===== Data in this exercise =====

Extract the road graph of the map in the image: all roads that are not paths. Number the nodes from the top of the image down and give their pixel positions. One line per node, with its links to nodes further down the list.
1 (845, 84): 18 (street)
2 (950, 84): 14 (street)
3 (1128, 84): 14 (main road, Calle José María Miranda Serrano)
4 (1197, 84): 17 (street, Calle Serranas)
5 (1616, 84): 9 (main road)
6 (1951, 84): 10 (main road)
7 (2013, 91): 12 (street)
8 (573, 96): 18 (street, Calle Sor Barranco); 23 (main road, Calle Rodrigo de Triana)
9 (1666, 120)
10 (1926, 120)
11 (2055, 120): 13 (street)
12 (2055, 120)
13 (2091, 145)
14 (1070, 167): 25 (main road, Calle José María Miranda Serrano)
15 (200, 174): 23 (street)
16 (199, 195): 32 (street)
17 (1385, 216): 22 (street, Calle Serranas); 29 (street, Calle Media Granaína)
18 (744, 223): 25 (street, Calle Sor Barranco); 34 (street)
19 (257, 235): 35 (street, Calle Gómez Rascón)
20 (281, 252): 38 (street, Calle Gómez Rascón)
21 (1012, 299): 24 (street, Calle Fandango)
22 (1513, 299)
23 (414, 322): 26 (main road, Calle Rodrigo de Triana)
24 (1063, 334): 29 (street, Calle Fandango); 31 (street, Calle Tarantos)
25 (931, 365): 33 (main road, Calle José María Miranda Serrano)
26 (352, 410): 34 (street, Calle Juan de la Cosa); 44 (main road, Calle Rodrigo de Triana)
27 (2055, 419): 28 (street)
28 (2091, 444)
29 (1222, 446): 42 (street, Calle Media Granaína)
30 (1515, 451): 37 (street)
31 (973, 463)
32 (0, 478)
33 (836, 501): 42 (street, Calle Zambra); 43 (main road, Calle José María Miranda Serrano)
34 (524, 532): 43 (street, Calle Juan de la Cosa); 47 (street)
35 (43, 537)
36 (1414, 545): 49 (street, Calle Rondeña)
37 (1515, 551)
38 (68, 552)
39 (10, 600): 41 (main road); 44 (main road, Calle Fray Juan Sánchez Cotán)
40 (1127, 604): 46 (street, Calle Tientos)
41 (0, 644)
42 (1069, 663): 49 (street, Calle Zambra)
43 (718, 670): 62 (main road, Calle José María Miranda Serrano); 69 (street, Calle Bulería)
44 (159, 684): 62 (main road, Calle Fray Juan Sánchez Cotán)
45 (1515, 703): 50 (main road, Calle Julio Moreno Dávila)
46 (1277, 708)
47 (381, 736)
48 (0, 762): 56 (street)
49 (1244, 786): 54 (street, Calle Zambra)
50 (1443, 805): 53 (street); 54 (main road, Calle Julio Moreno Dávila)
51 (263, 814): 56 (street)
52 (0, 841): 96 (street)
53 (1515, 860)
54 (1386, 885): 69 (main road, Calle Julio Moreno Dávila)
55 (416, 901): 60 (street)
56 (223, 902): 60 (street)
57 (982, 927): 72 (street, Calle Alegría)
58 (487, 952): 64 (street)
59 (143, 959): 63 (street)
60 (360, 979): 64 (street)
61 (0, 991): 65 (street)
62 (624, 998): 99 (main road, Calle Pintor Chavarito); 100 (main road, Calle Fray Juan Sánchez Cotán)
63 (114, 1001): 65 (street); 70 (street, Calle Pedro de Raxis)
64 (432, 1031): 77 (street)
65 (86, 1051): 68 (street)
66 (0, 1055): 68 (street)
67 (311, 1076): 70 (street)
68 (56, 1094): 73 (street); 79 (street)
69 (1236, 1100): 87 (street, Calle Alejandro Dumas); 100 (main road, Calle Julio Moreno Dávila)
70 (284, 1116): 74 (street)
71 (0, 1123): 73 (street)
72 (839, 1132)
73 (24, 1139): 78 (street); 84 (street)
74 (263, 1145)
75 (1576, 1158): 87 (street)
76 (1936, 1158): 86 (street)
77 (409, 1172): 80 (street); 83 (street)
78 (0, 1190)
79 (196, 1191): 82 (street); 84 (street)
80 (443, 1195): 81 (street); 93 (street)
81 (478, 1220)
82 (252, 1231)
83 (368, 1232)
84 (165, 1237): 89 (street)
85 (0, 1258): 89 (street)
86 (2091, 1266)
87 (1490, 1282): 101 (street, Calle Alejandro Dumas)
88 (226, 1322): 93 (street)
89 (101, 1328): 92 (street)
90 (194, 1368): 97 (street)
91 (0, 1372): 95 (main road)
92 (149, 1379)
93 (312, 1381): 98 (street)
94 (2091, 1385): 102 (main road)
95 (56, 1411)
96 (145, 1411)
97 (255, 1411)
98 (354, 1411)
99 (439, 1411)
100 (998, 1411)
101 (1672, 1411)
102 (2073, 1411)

=====

Task to carry out:
Transcribe each entry exactly as it appears.

Problem solution:
Extract the road graph of the map in the image: all roads that are not paths. Number the nodes from the top of the image down and give their pixel positions. One line per node, with its links to nodes further down the list.
1 (845, 84): 18 (street)
2 (950, 84): 14 (street)
3 (1128, 84): 14 (main road, Calle José María Miranda Serrano)
4 (1197, 84): 17 (street, Calle Serranas)
5 (1616, 84): 9 (main road)
6 (1951, 84): 10 (main road)
7 (2013, 91): 12 (street)
8 (573, 96): 18 (street, Calle Sor Barranco); 23 (main road, Calle Rodrigo de Triana)
9 (1666, 120)
10 (1926, 120)
11 (2055, 120): 13 (street)
12 (2055, 120)
13 (2091, 145)
14 (1070, 167): 25 (main road, Calle José María Miranda Serrano)
15 (200, 174): 23 (street)
16 (199, 195): 32 (street)
17 (1385, 216): 22 (street, Calle Serranas); 29 (street, Calle Media Granaína)
18 (744, 223): 25 (street, Calle Sor Barranco); 34 (street)
19 (257, 235): 35 (street, Calle Gómez Rascón)
20 (281, 252): 38 (street, Calle Gómez Rascón)
21 (1012, 299): 24 (street, Calle Fandango)
22 (1513, 299)
23 (414, 322): 26 (main road, Calle Rodrigo de Triana)
24 (1063, 334): 29 (street, Calle Fandango); 31 (street, Calle Tarantos)
25 (931, 365): 33 (main road, Calle José María Miranda Serrano)
26 (352, 410): 34 (street, Calle Juan de la Cosa); 44 (main road, Calle Rodrigo de Triana)
27 (2055, 419): 28 (street)
28 (2091, 444)
29 (1222, 446): 42 (street, Calle Media Granaína)
30 (1515, 451): 37 (street)
31 (973, 463)
32 (0, 478)
33 (836, 501): 42 (street, Calle Zambra); 43 (main road, Calle José María Miranda Serrano)
34 (524, 532): 43 (street, Calle Juan de la Cosa); 47 (street)
35 (43, 537)
36 (1414, 545): 49 (street, Calle Rondeña)
37 (1515, 551)
38 (68, 552)
39 (10, 600): 41 (main road); 44 (main road, Calle Fray Juan Sánchez Cotán)
40 (1127, 604): 46 (street, Calle Tientos)
41 (0, 644)
42 (1069, 663): 49 (street, Calle Zambra)
43 (718, 670): 62 (main road, Calle José María Miranda Serrano); 69 (street, Calle Bulería)
44 (159, 684): 62 (main road, Calle Fray Juan Sánchez Cotán)
45 (1515, 703): 50 (main road, Calle Julio Moreno Dávila)
46 (1277, 708)
47 (381, 736)
48 (0, 762): 56 (street)
49 (1244, 786): 54 (street, Calle Zambra)
50 (1443, 805): 53 (street); 54 (main road, Calle Julio Moreno Dávila)
51 (263, 814): 56 (street)
52 (0, 841): 96 (street)
53 (1515, 860)
54 (1386, 885): 69 (main road, Calle Julio Moreno Dávila)
55 (416, 901): 60 (street)
56 (223, 902): 60 (street)
57 (982, 927): 72 (street, Calle Alegría)
58 (487, 952): 64 (street)
59 (143, 959): 63 (street)
60 (360, 979): 64 (street)
61 (0, 991): 65 (street)
62 (624, 998): 99 (main road, Calle Pintor Chavarito); 100 (main road, Calle Fray Juan Sánchez Cotán)
63 (114, 1001): 65 (street); 70 (street, Calle Pedro de Raxis)
64 (432, 1031): 77 (street)
65 (86, 1051): 68 (street)
66 (0, 1055): 68 (street)
67 (311, 1076): 70 (street)
68 (56, 1094): 73 (street); 79 (street)
69 (1236, 1100): 87 (street, Calle Alejandro Dumas); 100 (main road, Calle Julio Moreno Dávila)
70 (284, 1116): 74 (street)
71 (0, 1123): 73 (street)
72 (839, 1132)
73 (24, 1139): 78 (street); 84 (street)
74 (263, 1145)
75 (1576, 1158): 87 (street)
76 (1936, 1158): 86 (street)
77 (409, 1172): 80 (street); 83 (street)
78 (0, 1190)
79 (196, 1191): 82 (street); 84 (street)
80 (443, 1195): 81 (street); 93 (street)
81 (478, 1220)
82 (252, 1231)
83 (368, 1232)
84 (165, 1237): 89 (street)
85 (0, 1258): 89 (street)
86 (2091, 1266)
87 (1490, 1282): 101 (street, Calle Alejandro Dumas)
88 (226, 1322): 93 (street)
89 (101, 1328): 92 (street)
90 (194, 1368): 97 (street)
91 (0, 1372): 95 (main road)
92 (149, 1379)
93 (312, 1381): 98 (street)
94 (2091, 1385): 102 (main road)
95 (56, 1411)
96 (145, 1411)
97 (255, 1411)
98 (354, 1411)
99 (439, 1411)
100 (998, 1411)
101 (1672, 1411)
102 (2073, 1411)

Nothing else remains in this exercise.